Joker's Stash : l'empire du carding qui s'est fermé lui-même
Joker's Stash fut pendant des années la plus grande boutique du dark web pour les données de cartes de paiement volées, jusqu'à sa fermeture volontaire début 2021.
Pendant l'essentiel de son existence, Joker's Stash était tout simplement l'endroit. Parmi les boutiques du dark web faisant commerce des données de cartes de paiement volées, c'était la plus grande et la plus fiable, le lieu où apparaissaient les lots les plus frais et où le reste du marché criminel vérifiait ses prix.
La plus grande boutique du dark web
Derrière elle se tenait un opérateur connu sous le nom de JokerStash, parfois vu sous celui d'oblanco, qui bâtit sa réputation sur le volume et la fraîcheur. De grandes intrusions alimentaient l'inventaire ; lorsqu'un distributeur ou une banque était compromis, les cartes refaisaient souvent surface d'abord sur Joker's Stash, classées et tarifées comme n'importe quelle marchandise. Des chercheurs de cabinets comme Gemini Advisory suivaient ses annonces de près, s'en servant comme baromètre de la santé de tout le commerce souterrain des cartes. Les nouveaux dépôts de données volées, parfois des millions d'enregistrements, étaient programmés et promus comme des lancements de produits, chacun se répercutant en pertes de fraude pour des banques et des clients qui n'avaient jamais entendu le nom de la boutique.

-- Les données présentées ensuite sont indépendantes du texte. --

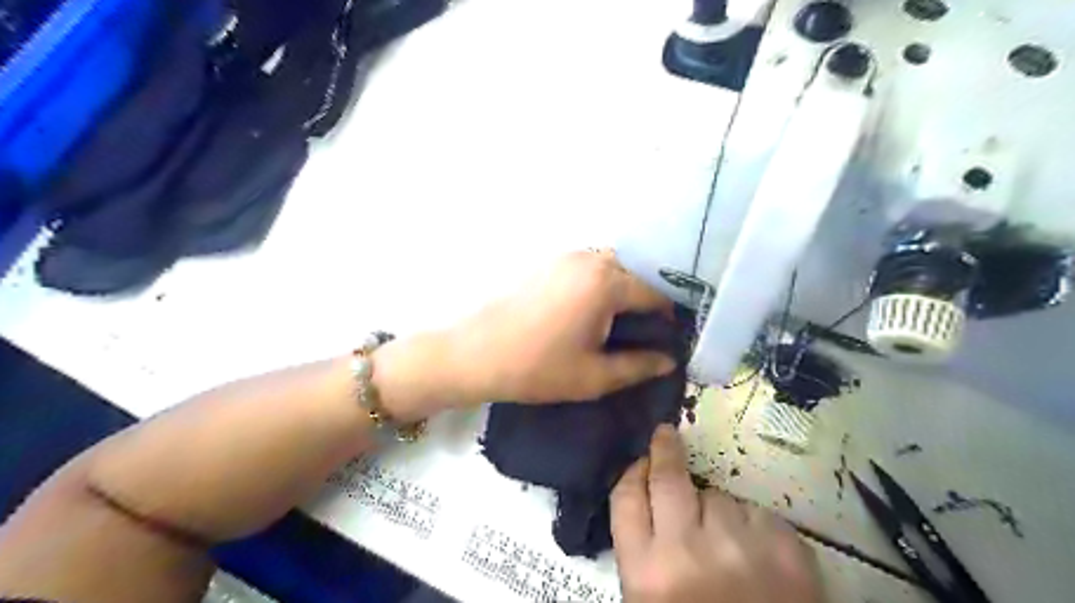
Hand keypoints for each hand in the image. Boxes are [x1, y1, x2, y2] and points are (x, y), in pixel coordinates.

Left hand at [449, 250, 669, 403]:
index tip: (670, 340)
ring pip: (610, 268)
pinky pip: (587, 267)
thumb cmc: (537, 368)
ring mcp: (565, 257)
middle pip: (634, 275)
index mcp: (606, 283)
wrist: (475, 354)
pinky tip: (590, 312)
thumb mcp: (594, 376)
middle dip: (646, 301)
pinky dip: (599, 284)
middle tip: (644, 334)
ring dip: (622, 291)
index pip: (655, 295)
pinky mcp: (547, 263)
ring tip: (619, 325)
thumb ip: (639, 366)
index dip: (668, 319)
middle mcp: (590, 259)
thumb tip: (670, 359)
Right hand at [613, 424, 825, 602]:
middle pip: (669, 478)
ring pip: (719, 496)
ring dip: (716, 510)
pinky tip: (756, 555)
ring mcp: (740, 544)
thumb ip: (643, 550)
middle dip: (664, 450)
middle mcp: (688, 548)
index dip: (632, 472)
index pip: (626, 498)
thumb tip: (644, 496)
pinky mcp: (786, 548)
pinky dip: (753, 527)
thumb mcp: (651, 601)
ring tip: (726, 545)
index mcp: (647, 572)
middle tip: (665, 435)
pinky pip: (758, 514)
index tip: (640, 461)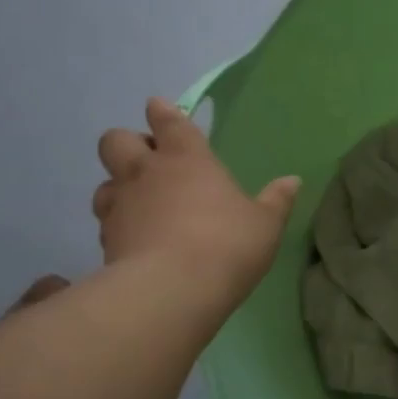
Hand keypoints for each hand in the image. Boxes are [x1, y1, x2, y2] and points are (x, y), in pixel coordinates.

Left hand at [92, 98, 300, 311]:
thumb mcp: (265, 224)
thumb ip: (276, 201)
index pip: (168, 121)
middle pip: (116, 141)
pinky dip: (118, 223)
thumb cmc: (227, 245)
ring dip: (118, 186)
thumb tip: (293, 181)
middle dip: (129, 144)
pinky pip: (106, 221)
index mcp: (187, 159)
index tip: (160, 109)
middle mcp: (146, 173)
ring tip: (140, 203)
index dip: (163, 112)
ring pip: (104, 182)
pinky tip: (136, 239)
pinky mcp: (105, 240)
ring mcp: (120, 205)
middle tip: (151, 162)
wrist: (172, 289)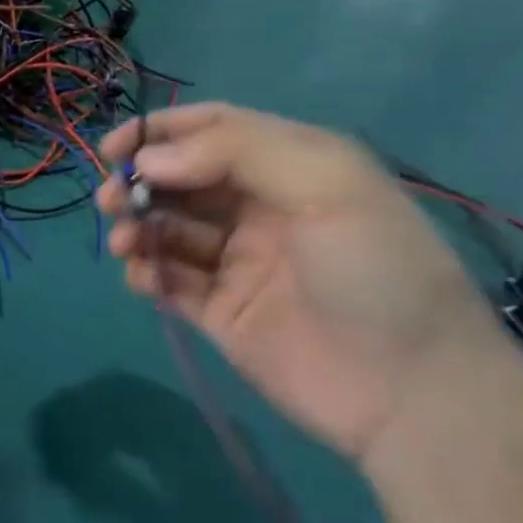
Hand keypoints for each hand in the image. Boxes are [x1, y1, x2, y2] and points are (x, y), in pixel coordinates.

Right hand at [97, 103, 511, 466]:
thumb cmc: (376, 270)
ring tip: (125, 243)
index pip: (213, 131)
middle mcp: (259, 208)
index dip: (160, 132)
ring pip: (168, 229)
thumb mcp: (326, 184)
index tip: (115, 149)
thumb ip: (236, 152)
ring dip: (137, 227)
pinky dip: (146, 273)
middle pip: (181, 179)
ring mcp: (238, 262)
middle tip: (112, 201)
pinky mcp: (220, 311)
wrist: (410, 391)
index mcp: (291, 167)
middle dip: (139, 182)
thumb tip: (150, 161)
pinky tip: (142, 278)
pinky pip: (170, 281)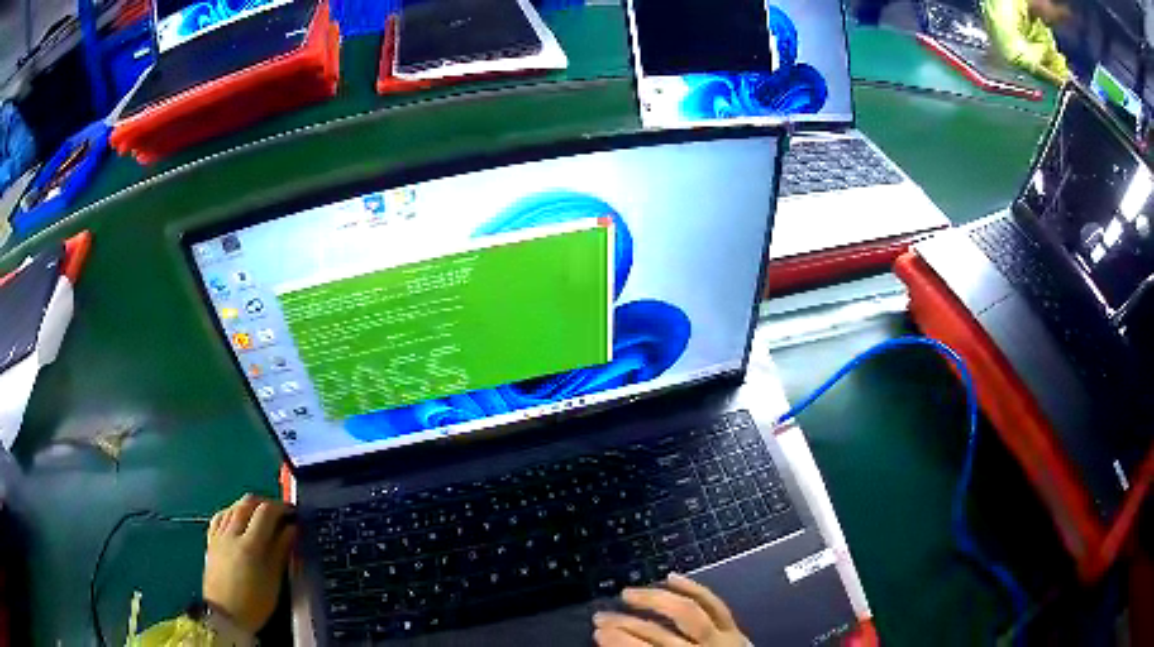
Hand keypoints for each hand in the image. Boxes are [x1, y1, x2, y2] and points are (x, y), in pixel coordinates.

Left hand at [203, 494, 296, 633]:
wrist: (225, 615)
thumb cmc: (255, 602)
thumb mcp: (274, 580)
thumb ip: (281, 550)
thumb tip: (292, 529)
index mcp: (251, 544)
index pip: (266, 512)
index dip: (281, 508)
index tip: (293, 513)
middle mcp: (232, 533)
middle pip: (248, 503)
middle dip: (266, 503)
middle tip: (280, 513)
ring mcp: (219, 535)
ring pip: (233, 507)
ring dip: (249, 506)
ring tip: (261, 516)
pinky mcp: (211, 540)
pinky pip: (220, 516)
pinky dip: (232, 512)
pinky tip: (237, 519)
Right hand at [593, 573, 749, 646]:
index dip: (620, 641)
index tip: (598, 633)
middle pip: (660, 633)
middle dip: (627, 623)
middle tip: (601, 616)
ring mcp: (724, 637)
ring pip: (688, 611)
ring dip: (654, 599)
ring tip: (627, 593)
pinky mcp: (735, 628)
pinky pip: (715, 603)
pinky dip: (693, 587)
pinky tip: (672, 577)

Une sortie selon ses propres conditions
La plupart de ces empires se terminent menottes aux poignets ou serveurs saisis. Joker's Stash, non. Début 2021, son opérateur publia l'annonce d'une fermeture volontaire, mettant délibérément un terme à l'activité après avoir, selon les rapports, accumulé d'énormes profits en cryptomonnaie au fil des ans. Pas de descente dans l'histoire, pas de table de bibliothèque spectaculaire — seulement un avis, un compte à rebours et une clôture discrète.
Ce dont la chronique se souvient
On se souvient de Joker's Stash autant pour sa fin que pour ce qu'il vendait. La sortie volontaire était une rareté : une grande entreprise criminelle s'en allant riche et tranquille plutôt que traînée à la lumière. C'est un rappel que les démantèlements font les gros titres, mais pas l'ensemble du récit, et que certaines des plus vastes opérations décident simplement, à leur propre rythme, qu'elles ont pris assez.